In California, publicly exhibited a bill requiring smartphone manufacturers to sell only those devices that lend themselves to remote unlock or decrypt. The bill requires that any cell phone manufactured after January 1, 2016 and sold or leased in leasing, suggested the possibility of extracting information on demand to the police.
The bill can be seen as another step of the legislators toward the interests of law enforcement agencies — in the case of the adoption of such initiatives, they will have access to smartphones and users will be able to read the encrypted data.

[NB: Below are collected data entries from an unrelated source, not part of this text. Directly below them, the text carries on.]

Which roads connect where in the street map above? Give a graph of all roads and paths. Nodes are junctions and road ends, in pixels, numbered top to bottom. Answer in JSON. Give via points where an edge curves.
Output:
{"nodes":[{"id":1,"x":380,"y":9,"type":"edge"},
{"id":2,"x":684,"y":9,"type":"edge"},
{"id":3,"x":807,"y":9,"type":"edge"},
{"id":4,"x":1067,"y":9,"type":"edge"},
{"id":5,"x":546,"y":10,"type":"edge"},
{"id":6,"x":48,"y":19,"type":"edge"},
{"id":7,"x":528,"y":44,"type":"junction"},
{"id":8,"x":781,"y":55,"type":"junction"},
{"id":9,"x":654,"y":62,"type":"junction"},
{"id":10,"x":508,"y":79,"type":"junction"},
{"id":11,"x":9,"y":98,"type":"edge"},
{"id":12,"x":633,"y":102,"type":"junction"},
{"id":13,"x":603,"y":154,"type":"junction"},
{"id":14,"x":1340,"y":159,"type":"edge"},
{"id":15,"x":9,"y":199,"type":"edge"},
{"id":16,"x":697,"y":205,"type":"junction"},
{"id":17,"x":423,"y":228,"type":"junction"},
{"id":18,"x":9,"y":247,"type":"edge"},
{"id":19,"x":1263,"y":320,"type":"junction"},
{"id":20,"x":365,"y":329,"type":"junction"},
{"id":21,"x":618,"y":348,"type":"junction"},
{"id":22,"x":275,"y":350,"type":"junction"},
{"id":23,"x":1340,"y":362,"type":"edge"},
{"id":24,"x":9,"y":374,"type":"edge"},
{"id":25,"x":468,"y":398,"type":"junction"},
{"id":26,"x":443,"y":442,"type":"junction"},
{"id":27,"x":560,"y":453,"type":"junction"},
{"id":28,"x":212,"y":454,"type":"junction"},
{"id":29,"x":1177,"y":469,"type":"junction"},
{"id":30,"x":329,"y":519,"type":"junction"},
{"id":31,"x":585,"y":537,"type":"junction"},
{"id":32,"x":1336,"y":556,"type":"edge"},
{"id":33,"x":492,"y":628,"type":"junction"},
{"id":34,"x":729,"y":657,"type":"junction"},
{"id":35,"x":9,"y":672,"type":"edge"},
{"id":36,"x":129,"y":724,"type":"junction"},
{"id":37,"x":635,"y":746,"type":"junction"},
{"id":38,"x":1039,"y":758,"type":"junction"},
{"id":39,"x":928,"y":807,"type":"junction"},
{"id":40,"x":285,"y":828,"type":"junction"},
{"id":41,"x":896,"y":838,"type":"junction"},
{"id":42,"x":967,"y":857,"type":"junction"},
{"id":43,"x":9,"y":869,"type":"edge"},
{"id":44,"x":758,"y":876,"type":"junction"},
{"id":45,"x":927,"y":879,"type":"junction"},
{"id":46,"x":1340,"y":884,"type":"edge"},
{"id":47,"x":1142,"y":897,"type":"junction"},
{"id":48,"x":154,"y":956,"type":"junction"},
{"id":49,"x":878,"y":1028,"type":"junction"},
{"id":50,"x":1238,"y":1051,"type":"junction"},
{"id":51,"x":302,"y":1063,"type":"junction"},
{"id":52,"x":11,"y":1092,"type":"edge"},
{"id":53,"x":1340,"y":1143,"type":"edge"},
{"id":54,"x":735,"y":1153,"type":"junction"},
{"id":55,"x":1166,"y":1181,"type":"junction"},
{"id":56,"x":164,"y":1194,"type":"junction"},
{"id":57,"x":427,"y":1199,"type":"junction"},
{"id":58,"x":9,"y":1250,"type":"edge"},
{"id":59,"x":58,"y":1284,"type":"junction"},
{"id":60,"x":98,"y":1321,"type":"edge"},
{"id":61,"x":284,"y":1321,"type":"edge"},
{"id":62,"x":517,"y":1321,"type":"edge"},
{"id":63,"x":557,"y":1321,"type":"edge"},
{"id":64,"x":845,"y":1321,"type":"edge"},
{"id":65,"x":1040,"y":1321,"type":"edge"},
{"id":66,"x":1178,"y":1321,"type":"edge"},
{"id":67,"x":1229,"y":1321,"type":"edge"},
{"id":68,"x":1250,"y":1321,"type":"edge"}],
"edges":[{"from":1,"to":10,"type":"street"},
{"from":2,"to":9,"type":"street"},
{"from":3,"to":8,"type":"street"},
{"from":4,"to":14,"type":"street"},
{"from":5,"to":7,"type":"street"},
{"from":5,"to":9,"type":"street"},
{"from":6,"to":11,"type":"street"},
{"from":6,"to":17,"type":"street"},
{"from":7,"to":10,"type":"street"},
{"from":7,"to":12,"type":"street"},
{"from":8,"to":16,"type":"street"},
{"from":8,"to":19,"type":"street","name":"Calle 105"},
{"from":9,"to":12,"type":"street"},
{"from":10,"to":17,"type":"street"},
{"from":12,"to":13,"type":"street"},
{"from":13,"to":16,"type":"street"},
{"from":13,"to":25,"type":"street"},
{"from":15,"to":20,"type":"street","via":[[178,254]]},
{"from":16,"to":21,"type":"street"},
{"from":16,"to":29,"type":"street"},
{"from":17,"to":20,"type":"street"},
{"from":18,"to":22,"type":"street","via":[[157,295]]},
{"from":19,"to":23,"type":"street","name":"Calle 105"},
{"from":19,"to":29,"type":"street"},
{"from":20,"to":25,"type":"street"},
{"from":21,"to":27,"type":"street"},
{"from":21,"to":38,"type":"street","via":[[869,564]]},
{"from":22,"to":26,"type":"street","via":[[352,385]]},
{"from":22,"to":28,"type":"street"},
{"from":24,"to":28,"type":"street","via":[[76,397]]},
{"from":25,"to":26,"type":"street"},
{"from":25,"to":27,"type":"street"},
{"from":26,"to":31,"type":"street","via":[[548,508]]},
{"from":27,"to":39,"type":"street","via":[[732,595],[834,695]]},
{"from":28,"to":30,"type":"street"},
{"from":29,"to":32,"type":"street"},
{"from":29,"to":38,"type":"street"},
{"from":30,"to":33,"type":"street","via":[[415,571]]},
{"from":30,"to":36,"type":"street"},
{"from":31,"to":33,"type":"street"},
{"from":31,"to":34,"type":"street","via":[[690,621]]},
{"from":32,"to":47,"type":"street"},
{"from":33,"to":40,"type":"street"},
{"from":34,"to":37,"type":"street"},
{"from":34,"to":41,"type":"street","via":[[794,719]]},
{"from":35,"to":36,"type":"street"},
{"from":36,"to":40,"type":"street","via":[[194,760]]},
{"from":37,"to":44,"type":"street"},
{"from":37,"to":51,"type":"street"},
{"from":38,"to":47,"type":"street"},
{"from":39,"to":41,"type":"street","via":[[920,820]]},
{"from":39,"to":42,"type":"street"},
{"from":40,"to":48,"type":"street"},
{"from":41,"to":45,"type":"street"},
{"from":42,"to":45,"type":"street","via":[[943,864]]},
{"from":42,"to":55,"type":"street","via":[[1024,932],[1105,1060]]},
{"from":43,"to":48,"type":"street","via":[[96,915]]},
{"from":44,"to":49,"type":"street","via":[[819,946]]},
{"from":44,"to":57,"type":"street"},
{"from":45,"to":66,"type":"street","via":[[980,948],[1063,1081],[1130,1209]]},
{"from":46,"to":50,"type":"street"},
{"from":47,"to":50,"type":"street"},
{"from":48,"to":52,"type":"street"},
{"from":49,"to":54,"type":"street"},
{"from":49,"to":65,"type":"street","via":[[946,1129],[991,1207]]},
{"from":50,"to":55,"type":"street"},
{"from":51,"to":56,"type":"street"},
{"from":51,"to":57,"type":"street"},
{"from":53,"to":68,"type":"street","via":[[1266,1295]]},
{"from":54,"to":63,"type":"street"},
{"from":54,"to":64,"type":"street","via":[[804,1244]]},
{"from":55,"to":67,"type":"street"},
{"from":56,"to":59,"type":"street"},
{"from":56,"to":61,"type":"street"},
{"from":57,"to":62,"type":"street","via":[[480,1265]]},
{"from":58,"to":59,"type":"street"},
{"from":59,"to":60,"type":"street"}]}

In iOS 8, Apple has made changes in the encryption, allowing access to user information only gets the mobile device owner. The company has previously kept the encryption keys that allowed them to unlock the gadgets at the request of law enforcement, but in iOS 8 it is not.
The new law will oblige Apple to have a functionality to decrypt iPhone and iPad. The requirement of such “bugs” stirs controversy for a long period of U.S. government and Silicon valley on the topic of encryption: lawmakers require manufacturers to provide access to encrypted information in the interests of national security.
In turn, technology companies pursue the interests of users. Apple is adamant in its position — it equates backdoors in smartphones to the Pandora’s box, once you open it, then close already does not work. Breaches in security will not be able to remain long unnoticed and will be exploited by cybercriminals.
A few days ago a similar bill was put up for discussion in new York. The adoption of this law would mean that when there is a court order, law enforcement agencies and intelligence services will be able to access photos, messages and other personal data stored on the iPhone and iPad.
For violation of this requirement is expected to establish an administrative fine in the amount of $2500 for each sold device with full encryption.